Mouthiers-sur-Boëme : la justice donne raison à la retraitée en conflit avec son voisin châtelain

En Charente, le conflit dure depuis deux ans. Il oppose une septuagénaire à son voisin châtelain qui lui bloque l'accès en voiture au chemin menant à sa maison Elle doit parcourir à pied une distance de 500 mètres pour rentrer ou sortir de chez elle.

Le chemin accédant à la propriété Anne-Marie Bouvet-Gauthier avait été bloqué par son voisin.
Le chemin accédant à la propriété Anne-Marie Bouvet-Gauthier avait été bloqué par son voisin. © Bruno Pillet/ France Télévisions
Ce jeudi 8 octobre 2020, la cour d'appel de Bordeaux a, une nouvelle fois, donné raison à Anne-Marie Bouvet Gauthier dans le litige qui l'oppose à son voisin, Peter Greuter.
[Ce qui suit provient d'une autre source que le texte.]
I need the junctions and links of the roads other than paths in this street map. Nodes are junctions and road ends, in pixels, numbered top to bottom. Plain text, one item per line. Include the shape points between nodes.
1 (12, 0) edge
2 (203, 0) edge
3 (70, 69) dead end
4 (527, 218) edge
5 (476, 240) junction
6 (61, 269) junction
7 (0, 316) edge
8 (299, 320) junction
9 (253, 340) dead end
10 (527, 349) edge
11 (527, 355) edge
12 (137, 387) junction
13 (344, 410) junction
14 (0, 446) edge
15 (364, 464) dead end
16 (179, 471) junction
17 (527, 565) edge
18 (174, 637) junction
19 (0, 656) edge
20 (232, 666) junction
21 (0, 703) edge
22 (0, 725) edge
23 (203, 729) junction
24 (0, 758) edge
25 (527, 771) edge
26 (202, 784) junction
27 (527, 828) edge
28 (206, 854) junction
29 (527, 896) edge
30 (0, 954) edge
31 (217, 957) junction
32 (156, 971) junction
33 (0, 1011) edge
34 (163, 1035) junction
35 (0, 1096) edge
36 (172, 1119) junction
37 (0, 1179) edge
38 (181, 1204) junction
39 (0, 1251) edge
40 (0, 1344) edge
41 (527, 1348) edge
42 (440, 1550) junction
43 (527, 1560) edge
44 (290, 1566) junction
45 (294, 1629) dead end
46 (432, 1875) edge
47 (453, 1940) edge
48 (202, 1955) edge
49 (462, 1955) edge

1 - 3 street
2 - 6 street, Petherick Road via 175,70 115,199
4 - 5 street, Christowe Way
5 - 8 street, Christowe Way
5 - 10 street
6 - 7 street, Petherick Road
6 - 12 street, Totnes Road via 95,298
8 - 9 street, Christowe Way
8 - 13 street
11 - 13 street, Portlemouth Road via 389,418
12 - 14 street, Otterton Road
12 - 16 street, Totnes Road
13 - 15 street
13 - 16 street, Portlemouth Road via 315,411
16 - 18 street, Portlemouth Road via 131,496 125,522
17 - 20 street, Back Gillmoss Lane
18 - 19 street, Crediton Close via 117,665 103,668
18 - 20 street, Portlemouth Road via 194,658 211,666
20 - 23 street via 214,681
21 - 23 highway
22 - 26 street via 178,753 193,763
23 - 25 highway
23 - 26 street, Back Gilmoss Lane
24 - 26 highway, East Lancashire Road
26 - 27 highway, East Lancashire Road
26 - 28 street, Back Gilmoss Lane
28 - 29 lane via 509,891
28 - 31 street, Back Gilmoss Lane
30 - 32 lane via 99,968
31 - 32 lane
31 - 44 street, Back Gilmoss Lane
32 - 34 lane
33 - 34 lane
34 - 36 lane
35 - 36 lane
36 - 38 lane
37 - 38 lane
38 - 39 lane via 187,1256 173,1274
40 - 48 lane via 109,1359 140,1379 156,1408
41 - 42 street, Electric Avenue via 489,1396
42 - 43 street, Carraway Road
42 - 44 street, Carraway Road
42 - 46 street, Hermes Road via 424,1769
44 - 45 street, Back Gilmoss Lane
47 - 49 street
Celui-ci possède un château mais aussi une partie du chemin qui mène au domicile de la septuagénaire. 

Elle transporte ses courses avec une brouette

Depuis plusieurs années, elle ne peut rentrer qu'à pied chez elle car son voisin lui a bloqué l'accès routier sur ce fameux chemin de la discorde. En outre, personne, médecin ou artisan par exemple, ne peut se rendre jusque chez elle en voiture.
Anne-Marie Bouvet Gauthier affirme qu'elle bénéficie d'un droit de passage inscrit dans son contrat de propriété et qu'elle est donc dans son droit pour passer en voiture sur ce chemin. En attendant, elle transporte ses courses dans une brouette tout au long des 500 mètres du chemin. Au fil du temps, le conflit s'est même envenimé car son voisin, ne voulant rien savoir, a érigé une clôture autour de sa propriété ce qui oblige la retraitée à un long détour.

Sa maison est dite "enclavée". Sur ses actes de vente, un droit de passage est stipulé, une expertise a d'ailleurs confirmé qu'il s'agit bien du chemin en question. Pour l'avocate de la retraitée, ce droit n'est pas contestable. Peter Greuter, le propriétaire du terrain sur lequel se trouve une partie du chemin d'accès, affirme, quant à lui, le contraire.
  Déjà condamné par la justice, en juillet 2018, à retirer "tout obstacle empêchant la libre circulation sur une largeur de quatre mètres" sous peine d'une amende journalière, le châtelain a, à nouveau, été désavoué par la cour d'appel de Bordeaux. Il doit payer plus de 21.000 euros de liquidation d'astreinte à sa voisine et libérer le chemin sous peine d'une nouvelle amende journalière.